Comparison

UserAuth2 was started as reimplementation of the (former) UserAuth module, with the aim of keeping the look-and-feel but removing all the bugs and (for me personally) annoyances of UserAuth. During the implementation I have added some new features (like wildcards) that either seemed plainly necessary or were easy to implement. Find a complete list of changes below. (I would recommend using UserAuth2 (UA2) unless you need the self-registration of users feature, which is currently still missing. There are also some other cookbook recipes (e.g. PresenceAwareness) that rely (currently) on using UserAuth as authentication module.)

A comparison of AuthUser and UserAuth(2) is more difficult, as both are working from a completely different viewpoint on the permission granting. While in AuthUser you will open or restrict access for users or user groups per and by page or group, in UserAuth(2) you will grant access to pages (or page sets defined by pattern) per user. (Page versus user orientation: "By which category is the permission information organized?") In AuthUser you will currently specify this on wiki pages for each page/group, while in UserAuth(2) everything is done over a web admin panel. (More here.)

Changes of UA2 relative to the former UserAuth module

  • removed subsequent pmwiki passwords based authorization (if you are interested in this, vote for it here: )
  • yet missing: user self registration (the userauth-newuser and unserauth-register scripts)
  • yet missing: admin report in the former form
  • new permission file structure => old permission tables can (currently) not be reused; same for passwords, though this can be remedied more easily if necessary.
  • fixes redirection bugs:
    • When jumping directly into some wiki page from extern, the redirection is done correctly after authentication is finished. (This also holds true if the jump is to a action, like edit, of the page.)
    • ... (many others)
  • fixes obliteration of page permissions by group permissions (this was something real BAD)
  • in general all bugs described on UserAuth and UserAuthDevel are fixed, except from the edit loss on session expiration (which will be done as soon as I have digged deeper into this issue) done; posts are now completed after relogin
  • changes in the permission semantics: all clients have at least guest user rights, all users that are logged in have at least logged in user rights; the login page is hardwired always-readable
  • makes negation of abilities possible
  • adds use of wildcards in permission entries
  • adds ip address based silent permission granting
  • adds ip address based login restriction
  • adds delegation capability
  • adds caching of permission results, which make this module faster than the old one (still to be confirmed in practice)
  • improved security:
    • no cleartext passwords anymore in the session array (as a result, the content of written session files could even be public, only the session id itself must be kept secret; of course, now, you have to prevent that someone is writing your session files, since he could attain arbitrary identity)
    • enforces correct expiration of the auth cookie server-sidely
    • same with expiration of sessions themselves (default 2h inactivity, 1 day max life time)
    • uses a random key (instead of (static) password) in the auth cookie
    • session fixation attacks prevented
    • session/client coupling fortified by ip address check, session/site coupling by site identifier check
    • brute force attacks against the login prevented (since version 2.0-stable8)
  • for inner pmwiki use: support of page group permission query ("Has user X access to page group Main.* .")
  • category "favourite annoyances":
    • default input focus on all forms (especially password forms) is set
  • added support for authentication via an LDAP server (since version 2.1-beta2)
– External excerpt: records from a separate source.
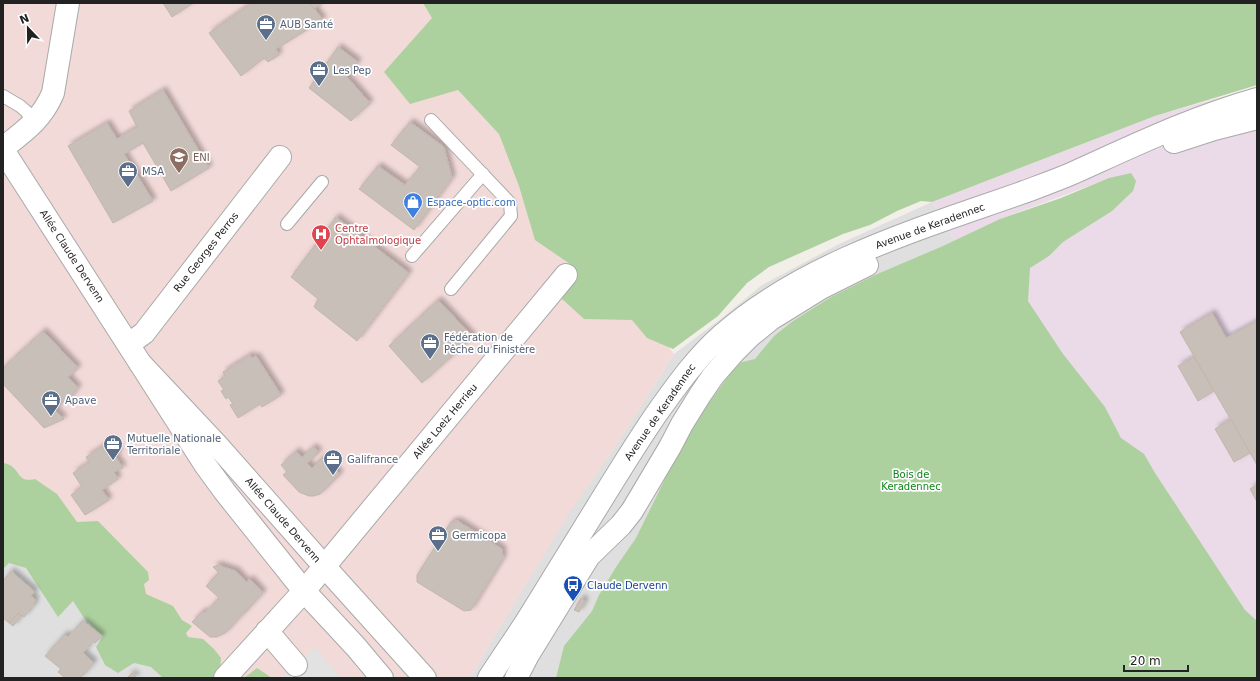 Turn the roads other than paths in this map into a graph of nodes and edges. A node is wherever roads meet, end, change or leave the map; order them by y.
1 (68, 3) edge
2 (3, 96) edge
3 (1257, 99) edge
4 (1257, 118) edge
5 (431, 120) dead end
6 (33, 124) junction
7 (3, 149) edge
8 (280, 157) dead end
9 (483, 174) junction
10 (1072, 174) junction
11 (322, 182) dead end
12 (1024, 192) junction
13 (287, 224) dead end
14 (412, 256) dead end
15 (566, 275) dead end
16 (451, 289) dead end
17 (129, 344) junction
18 (140, 363) junction
19 (324, 566) junction
20 (304, 591) junction
21 (267, 631) junction
22 (296, 664) dead end
23 (225, 678) edge
24 (382, 678) edge
25 (425, 678) edge
26 (489, 678) edge
27 (516, 678) edge

1 - 6 street
2 - 6 lane
3 - 10 street, Avenue de Keradennec
4 - 10 street, Avenue de Keradennec
5 - 9 lane
6 - 7 street
7 - 17 street, Allée Claude Dervenn
8 - 17 street, Rue Georges Perros
9 - 14 lane
9 - 16 lane
10 - 12 street, Avenue de Keradennec
11 - 13 lane
12 - 26 street, Avenue de Keradennec
12 - 27 street, Avenue de Keradennec
15 - 19 street, Allée Loeiz Herrieu
17 - 18 street, Allée Claude Dervenn
18 - 19 street, Allée Claude Dervenn
18 - 20 street, Allée Claude Dervenn
19 - 20 street, Allée Loeiz Herrieu
19 - 25 street, Allée Claude Dervenn
20 - 21 street, Allée Loeiz Herrieu
20 - 24 street, Allée Claude Dervenn
21 - 22 street
21 - 23 street, Allée Loeiz Herrieu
It would be really nice if this page (or another?) clearly delineated the differences between AuthUser and UserAuth as well as between UserAuth and UserAuth2. For those of us getting started it would be nice to go to one place and understand briefly what the different approaches are along with advantages/disadvantages... -Peter

Hello Peter, I have tried my best to put up some lines above, but they will be necessarily incomplete as we all have not yet fully understood all advantages/disadvantages of every approach. Feel free to add further points/arguments if you discover. ThomasP June 12, 2007, at 11:18 AM

Hello Thomas, I am very sorry not to realize your efforts lately. I will pay more attention, promissed.
PKHG June 12, at 19:56